### WHAT THE TASK REQUIRES:
Here the job is to repeat the listing exactly, but not the pictures in it.

### ENTRIES SHOWN:
__________________________________________________

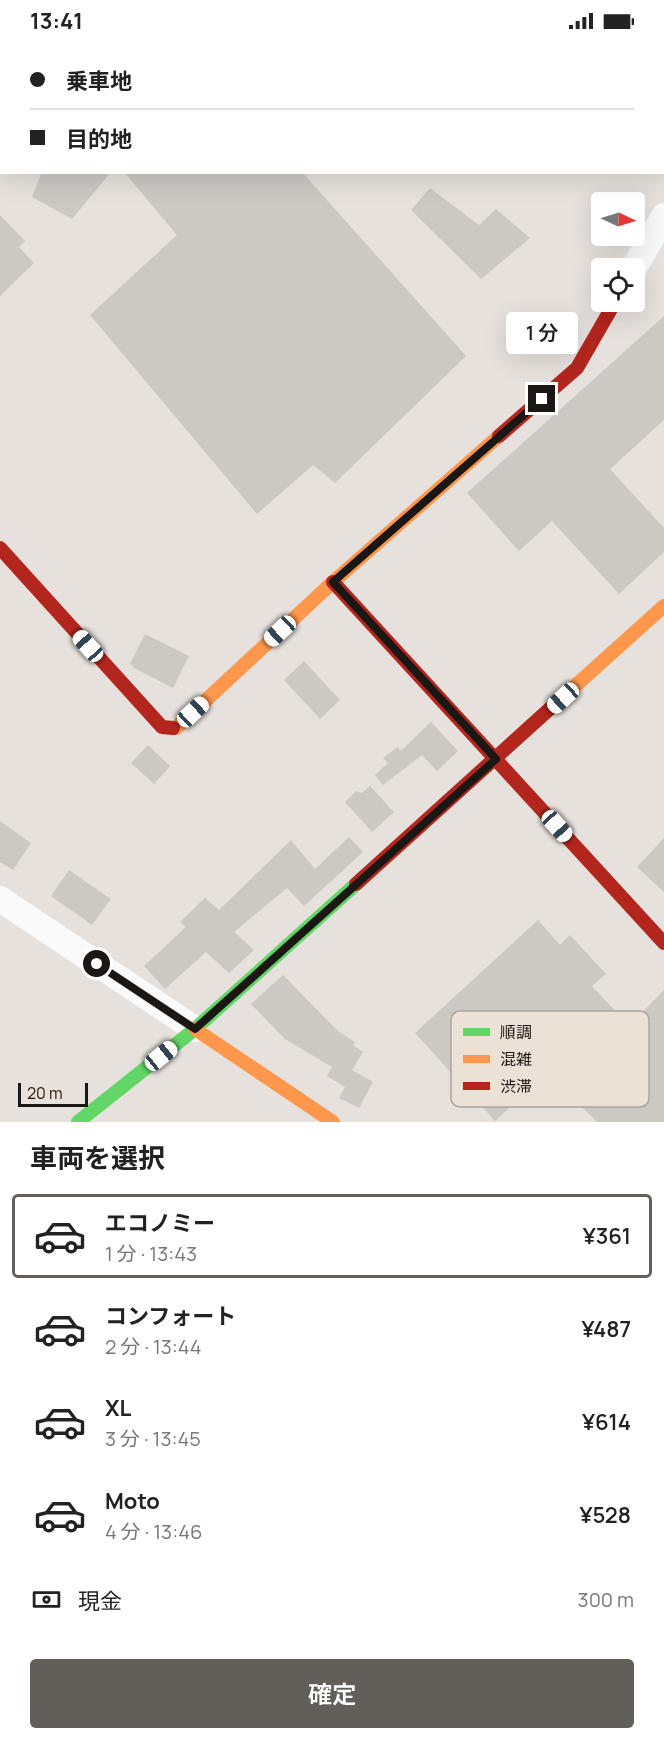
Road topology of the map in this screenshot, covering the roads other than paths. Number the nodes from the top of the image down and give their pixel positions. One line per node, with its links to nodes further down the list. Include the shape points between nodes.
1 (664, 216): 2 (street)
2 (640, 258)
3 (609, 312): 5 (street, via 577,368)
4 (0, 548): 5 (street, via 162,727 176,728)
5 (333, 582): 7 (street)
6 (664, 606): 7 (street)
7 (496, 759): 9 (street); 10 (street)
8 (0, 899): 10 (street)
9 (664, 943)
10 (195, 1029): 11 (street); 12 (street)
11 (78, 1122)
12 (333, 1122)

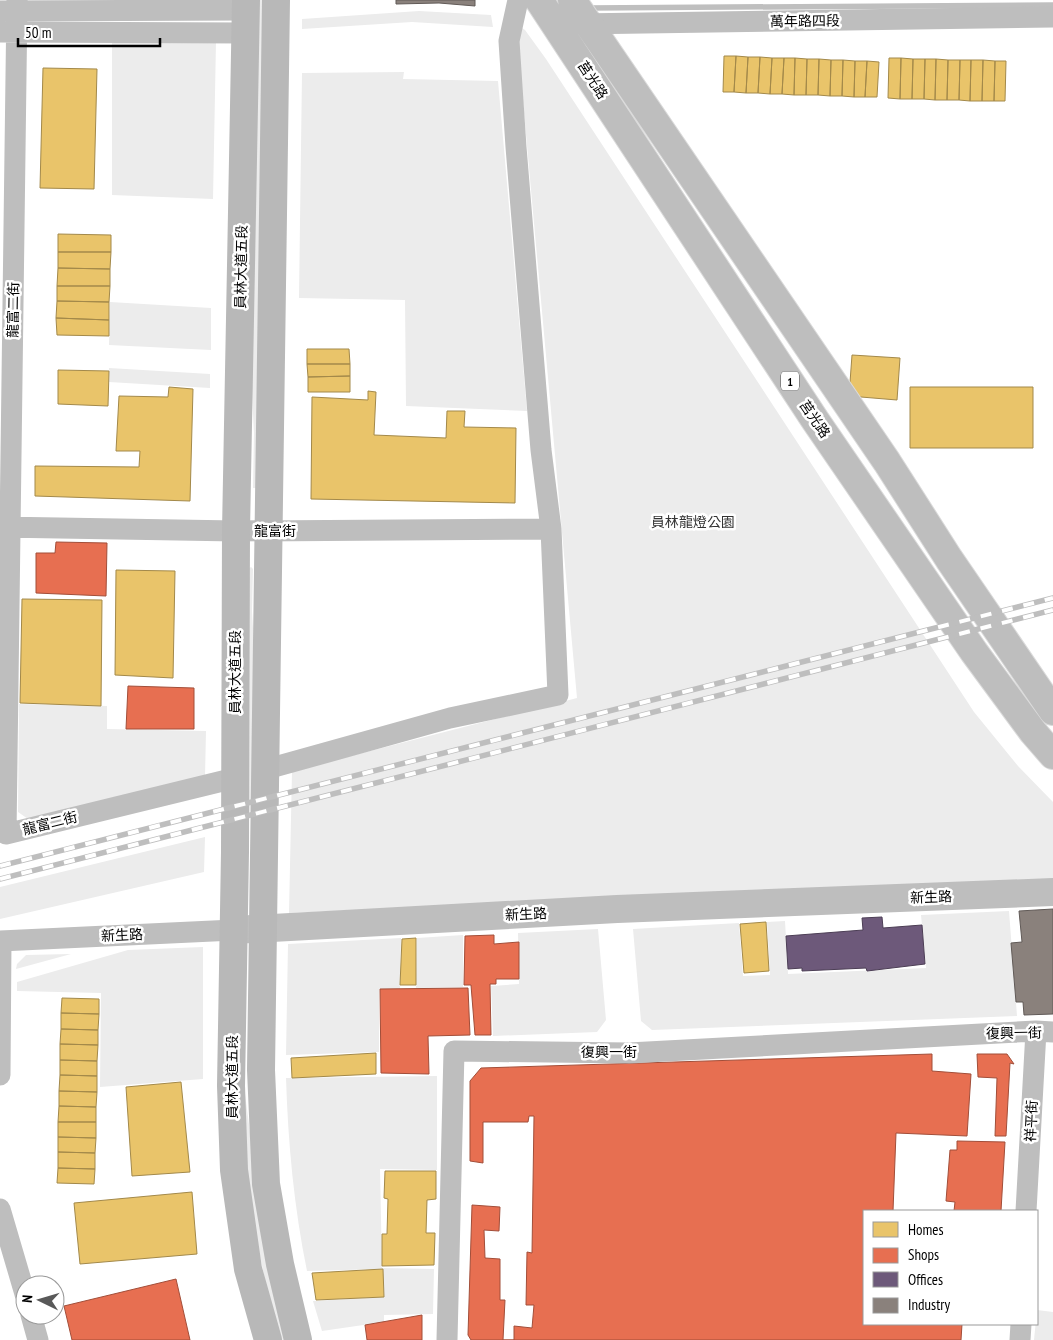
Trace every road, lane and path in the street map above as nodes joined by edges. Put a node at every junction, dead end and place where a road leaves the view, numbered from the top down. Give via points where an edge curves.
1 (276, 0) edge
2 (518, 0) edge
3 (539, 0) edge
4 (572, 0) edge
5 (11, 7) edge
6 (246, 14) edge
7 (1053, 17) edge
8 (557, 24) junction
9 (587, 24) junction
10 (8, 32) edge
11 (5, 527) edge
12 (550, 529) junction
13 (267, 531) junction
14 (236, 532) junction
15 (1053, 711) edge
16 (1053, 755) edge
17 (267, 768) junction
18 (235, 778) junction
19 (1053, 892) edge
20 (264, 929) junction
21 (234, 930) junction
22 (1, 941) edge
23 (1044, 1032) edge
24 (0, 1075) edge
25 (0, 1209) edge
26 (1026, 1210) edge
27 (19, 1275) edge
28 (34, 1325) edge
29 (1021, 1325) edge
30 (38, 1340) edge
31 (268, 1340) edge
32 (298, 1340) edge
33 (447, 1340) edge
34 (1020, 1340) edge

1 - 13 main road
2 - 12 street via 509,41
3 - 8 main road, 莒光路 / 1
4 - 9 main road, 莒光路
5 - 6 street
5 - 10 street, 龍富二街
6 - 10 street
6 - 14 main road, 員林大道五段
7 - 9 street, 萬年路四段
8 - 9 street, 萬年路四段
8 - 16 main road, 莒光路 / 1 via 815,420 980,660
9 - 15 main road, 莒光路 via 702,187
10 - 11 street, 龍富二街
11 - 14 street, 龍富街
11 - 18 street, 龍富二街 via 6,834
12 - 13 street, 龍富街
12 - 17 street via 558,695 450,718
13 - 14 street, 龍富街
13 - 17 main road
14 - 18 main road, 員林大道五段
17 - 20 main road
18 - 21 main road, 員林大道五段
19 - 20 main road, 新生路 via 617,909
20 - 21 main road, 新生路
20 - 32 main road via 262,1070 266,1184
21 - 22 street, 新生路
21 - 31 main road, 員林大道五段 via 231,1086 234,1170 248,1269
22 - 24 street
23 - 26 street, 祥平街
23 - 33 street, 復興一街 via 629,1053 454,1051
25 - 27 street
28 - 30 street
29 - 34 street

__________________________________________________

### RESULT:
Road topology of the map in this screenshot, covering the roads other than paths. Number the nodes from the top of the image down and give their pixel positions. One line per node, with its links to nodes further down the list. Include the shape points between nodes.
1 (664, 216): 2 (street)
2 (640, 258)
3 (609, 312): 5 (street, via 577,368)
4 (0, 548): 5 (street, via 162,727 176,728)
5 (333, 582): 7 (street)
6 (664, 606): 7 (street)
7 (496, 759): 9 (street); 10 (street)
8 (0, 899): 10 (street)
9 (664, 943)
10 (195, 1029): 11 (street); 12 (street)
11 (78, 1122)
12 (333, 1122)

Trace every road, lane and path in the street map above as nodes joined by edges. Put a node at every junction, dead end and place where a road leaves the view, numbered from the top down. Give via points where an edge curves.
1 (276, 0) edge
2 (518, 0) edge
3 (539, 0) edge
4 (572, 0) edge
5 (11, 7) edge
6 (246, 14) edge
7 (1053, 17) edge
8 (557, 24) junction
9 (587, 24) junction
10 (8, 32) edge
11 (5, 527) edge
12 (550, 529) junction
13 (267, 531) junction
14 (236, 532) junction
15 (1053, 711) edge
16 (1053, 755) edge
17 (267, 768) junction
18 (235, 778) junction
19 (1053, 892) edge
20 (264, 929) junction
21 (234, 930) junction
22 (1, 941) edge
23 (1044, 1032) edge
24 (0, 1075) edge
25 (0, 1209) edge
26 (1026, 1210) edge
27 (19, 1275) edge
28 (34, 1325) edge
29 (1021, 1325) edge
30 (38, 1340) edge
31 (268, 1340) edge
32 (298, 1340) edge
33 (447, 1340) edge
34 (1020, 1340) edge

1 - 13 main road
2 - 12 street via 509,41
3 - 8 main road, 莒光路 / 1
4 - 9 main road, 莒光路
5 - 6 street
5 - 10 street, 龍富二街
6 - 10 street
6 - 14 main road, 員林大道五段
7 - 9 street, 萬年路四段
8 - 9 street, 萬年路四段
8 - 16 main road, 莒光路 / 1 via 815,420 980,660
9 - 15 main road, 莒光路 via 702,187
10 - 11 street, 龍富二街
11 - 14 street, 龍富街
11 - 18 street, 龍富二街 via 6,834
12 - 13 street, 龍富街
12 - 17 street via 558,695 450,718
13 - 14 street, 龍富街
13 - 17 main road
14 - 18 main road, 員林大道五段
17 - 20 main road
18 - 21 main road, 員林大道五段
19 - 20 main road, 新生路 via 617,909
20 - 21 main road, 新生路
20 - 32 main road via 262,1070 266,1184
21 - 22 street, 新生路
21 - 31 main road, 員林大道五段 via 231,1086 234,1170 248,1269
22 - 24 street
23 - 26 street, 祥平街
23 - 33 street, 復興一街 via 629,1053 454,1051
25 - 27 street
28 - 30 street
29 - 34 street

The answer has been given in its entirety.